The challenge of offering diabetes Education is enormous. The person delivering the education will always say that it is a volunteer job he or she is doing. Since there is no remuneration, it is not considered a serious business. But it has always been said that any thing worth doing is worth doing well. Conducting free diabetes education program is faced with a lot of challenges. The diabetes Educator will have to source for writing materials, and sometimes refreshment for the participants to encourage them to attend. When a monetary fee is attached to such education, most people cry out that treatment of diabetes is already expensive, but the cardinal management principle of diabetes rest on education.
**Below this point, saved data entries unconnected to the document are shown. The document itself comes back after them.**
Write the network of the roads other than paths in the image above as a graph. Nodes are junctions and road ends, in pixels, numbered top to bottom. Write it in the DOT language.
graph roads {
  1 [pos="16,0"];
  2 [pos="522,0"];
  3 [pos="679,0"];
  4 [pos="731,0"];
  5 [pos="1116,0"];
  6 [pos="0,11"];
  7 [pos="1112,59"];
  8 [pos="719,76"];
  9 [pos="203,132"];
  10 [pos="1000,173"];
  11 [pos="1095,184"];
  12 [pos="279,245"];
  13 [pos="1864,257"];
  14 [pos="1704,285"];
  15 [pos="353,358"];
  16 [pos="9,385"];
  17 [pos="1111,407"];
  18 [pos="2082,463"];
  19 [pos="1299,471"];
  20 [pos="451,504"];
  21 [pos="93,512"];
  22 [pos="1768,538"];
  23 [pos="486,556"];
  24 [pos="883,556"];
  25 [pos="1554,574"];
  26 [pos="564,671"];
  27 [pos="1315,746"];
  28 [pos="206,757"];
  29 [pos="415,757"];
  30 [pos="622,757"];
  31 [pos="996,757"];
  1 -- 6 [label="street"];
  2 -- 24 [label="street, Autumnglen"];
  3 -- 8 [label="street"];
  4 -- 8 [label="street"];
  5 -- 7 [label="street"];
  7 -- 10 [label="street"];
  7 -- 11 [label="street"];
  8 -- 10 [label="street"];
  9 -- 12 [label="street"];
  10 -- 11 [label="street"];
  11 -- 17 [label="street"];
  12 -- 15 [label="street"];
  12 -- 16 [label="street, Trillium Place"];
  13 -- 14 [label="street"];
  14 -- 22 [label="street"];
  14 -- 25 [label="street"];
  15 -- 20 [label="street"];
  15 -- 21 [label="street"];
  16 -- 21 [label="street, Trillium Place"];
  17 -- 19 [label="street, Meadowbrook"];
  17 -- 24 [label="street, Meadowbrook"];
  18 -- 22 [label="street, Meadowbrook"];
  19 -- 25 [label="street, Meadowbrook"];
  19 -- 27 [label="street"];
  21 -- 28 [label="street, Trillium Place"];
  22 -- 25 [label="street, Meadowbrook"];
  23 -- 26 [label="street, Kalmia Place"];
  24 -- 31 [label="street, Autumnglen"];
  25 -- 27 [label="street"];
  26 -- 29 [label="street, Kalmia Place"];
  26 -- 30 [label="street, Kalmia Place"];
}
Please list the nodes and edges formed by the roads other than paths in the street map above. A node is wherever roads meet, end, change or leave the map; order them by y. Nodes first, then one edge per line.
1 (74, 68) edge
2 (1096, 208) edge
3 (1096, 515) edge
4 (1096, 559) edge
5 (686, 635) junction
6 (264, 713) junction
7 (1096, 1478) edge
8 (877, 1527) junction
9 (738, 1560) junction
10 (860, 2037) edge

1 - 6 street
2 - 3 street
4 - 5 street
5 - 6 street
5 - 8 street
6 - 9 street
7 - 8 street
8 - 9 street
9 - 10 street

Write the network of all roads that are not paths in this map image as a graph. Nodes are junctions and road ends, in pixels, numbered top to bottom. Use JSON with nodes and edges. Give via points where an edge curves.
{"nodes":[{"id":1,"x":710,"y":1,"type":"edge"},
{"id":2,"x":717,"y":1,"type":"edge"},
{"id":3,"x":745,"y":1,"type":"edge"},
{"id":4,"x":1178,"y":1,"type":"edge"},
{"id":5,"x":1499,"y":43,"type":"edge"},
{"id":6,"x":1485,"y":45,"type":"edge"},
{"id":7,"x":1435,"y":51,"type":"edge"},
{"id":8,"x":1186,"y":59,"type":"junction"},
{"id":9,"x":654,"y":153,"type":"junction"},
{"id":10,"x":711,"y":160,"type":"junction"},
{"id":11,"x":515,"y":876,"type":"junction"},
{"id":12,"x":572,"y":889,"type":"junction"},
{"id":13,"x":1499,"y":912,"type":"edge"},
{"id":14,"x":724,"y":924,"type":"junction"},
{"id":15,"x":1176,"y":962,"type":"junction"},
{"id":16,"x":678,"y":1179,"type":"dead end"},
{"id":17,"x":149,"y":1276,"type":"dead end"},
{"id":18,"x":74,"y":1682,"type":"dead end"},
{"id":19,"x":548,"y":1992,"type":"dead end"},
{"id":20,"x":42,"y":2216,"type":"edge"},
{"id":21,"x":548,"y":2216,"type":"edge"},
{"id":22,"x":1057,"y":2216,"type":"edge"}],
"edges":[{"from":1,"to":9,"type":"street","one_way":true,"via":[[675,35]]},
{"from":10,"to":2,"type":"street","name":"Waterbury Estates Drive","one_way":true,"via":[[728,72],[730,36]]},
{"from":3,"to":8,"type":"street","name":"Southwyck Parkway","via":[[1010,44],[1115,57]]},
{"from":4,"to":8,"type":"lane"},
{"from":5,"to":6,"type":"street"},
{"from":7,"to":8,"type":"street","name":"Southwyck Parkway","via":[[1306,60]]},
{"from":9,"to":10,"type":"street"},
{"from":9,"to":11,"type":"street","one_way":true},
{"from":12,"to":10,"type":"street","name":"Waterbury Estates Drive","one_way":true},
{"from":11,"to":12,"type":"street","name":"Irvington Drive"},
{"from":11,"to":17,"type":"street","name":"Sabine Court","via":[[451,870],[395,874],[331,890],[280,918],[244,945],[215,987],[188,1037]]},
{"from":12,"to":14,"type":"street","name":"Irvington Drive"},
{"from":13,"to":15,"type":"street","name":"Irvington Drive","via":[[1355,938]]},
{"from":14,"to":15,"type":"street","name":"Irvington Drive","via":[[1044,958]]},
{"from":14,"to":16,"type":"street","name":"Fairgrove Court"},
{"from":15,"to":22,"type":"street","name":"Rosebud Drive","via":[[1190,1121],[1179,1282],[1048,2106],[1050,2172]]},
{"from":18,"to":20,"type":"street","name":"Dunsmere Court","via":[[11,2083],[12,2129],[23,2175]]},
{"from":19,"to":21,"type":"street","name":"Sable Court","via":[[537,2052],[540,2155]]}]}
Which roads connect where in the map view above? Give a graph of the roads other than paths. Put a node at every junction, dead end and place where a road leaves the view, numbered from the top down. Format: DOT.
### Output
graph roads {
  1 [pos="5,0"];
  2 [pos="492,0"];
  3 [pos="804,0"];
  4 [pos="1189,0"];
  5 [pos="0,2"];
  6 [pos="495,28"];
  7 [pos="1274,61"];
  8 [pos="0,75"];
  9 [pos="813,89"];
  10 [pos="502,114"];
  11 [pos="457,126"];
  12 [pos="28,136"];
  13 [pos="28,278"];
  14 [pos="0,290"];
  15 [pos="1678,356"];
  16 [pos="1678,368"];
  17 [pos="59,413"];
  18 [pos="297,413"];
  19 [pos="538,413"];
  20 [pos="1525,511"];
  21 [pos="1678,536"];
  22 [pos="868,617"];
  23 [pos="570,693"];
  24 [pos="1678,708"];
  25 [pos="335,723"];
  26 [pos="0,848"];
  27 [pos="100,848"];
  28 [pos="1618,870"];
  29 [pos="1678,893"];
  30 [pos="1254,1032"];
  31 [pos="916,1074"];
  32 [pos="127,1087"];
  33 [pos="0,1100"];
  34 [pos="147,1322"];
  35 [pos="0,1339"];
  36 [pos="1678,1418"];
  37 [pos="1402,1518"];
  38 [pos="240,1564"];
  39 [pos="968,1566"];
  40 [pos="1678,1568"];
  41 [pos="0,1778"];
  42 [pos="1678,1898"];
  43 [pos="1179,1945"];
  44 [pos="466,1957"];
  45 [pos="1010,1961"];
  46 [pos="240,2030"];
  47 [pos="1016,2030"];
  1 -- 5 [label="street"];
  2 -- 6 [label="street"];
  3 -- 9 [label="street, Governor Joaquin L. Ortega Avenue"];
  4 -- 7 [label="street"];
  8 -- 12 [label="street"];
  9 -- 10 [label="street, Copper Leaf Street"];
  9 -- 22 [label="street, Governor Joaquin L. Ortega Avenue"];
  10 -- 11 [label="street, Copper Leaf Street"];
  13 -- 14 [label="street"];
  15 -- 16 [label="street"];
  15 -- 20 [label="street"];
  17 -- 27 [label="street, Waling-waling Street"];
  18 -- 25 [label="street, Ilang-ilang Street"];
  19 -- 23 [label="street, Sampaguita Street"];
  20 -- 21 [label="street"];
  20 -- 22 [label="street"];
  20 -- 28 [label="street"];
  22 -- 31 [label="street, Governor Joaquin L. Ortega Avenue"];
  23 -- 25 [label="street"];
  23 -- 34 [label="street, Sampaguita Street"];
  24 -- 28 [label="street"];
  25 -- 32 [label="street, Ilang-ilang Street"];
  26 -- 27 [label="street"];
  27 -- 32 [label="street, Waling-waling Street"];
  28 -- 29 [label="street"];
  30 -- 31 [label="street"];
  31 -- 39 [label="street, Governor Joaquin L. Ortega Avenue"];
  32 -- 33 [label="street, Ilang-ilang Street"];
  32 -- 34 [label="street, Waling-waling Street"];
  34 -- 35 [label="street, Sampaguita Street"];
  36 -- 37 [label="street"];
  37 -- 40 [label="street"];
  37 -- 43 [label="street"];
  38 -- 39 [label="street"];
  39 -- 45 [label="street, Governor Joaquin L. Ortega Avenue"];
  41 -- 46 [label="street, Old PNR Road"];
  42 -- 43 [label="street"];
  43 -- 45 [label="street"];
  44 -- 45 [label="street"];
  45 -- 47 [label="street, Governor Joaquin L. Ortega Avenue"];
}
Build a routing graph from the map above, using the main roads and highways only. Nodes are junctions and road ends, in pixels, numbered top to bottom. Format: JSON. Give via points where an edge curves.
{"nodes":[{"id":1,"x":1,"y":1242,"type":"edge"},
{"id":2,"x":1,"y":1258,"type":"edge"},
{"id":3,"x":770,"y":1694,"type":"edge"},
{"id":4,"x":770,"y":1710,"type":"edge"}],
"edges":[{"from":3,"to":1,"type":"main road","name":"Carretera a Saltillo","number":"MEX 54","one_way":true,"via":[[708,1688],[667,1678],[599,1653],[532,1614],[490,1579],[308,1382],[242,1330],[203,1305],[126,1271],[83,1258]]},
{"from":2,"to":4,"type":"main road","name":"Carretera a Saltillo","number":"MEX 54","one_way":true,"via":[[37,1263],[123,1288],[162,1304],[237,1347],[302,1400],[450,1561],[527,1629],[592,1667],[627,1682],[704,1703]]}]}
The question then arises, should diabetes Education be free or priced and if it should? Who should foot the payment? Is it the patient, or the government? This is a rhetorical question that requires an answer.
The Government through the Ministry of Health should liaise with stake holders like Diabetes Association and other NGOS to organize workshops and trainings for health care providers and patients. An appropriate framework can be agreed on and uniformly carried out across the country simultaneously in health care institutions. Such pragmatic action on Diabetes Education will help reduce the prevalence rate of diabetes currently on the increase. Such scheme can only be sustained with good financial support from government and donor groups.
It is hoped that the forth coming UN summit on Non communicable diseases in September, 2011 will get heads of governments’ commitment and support from donor groups towards formation of a common fund globally to fight diabetes and other non communicable diseases.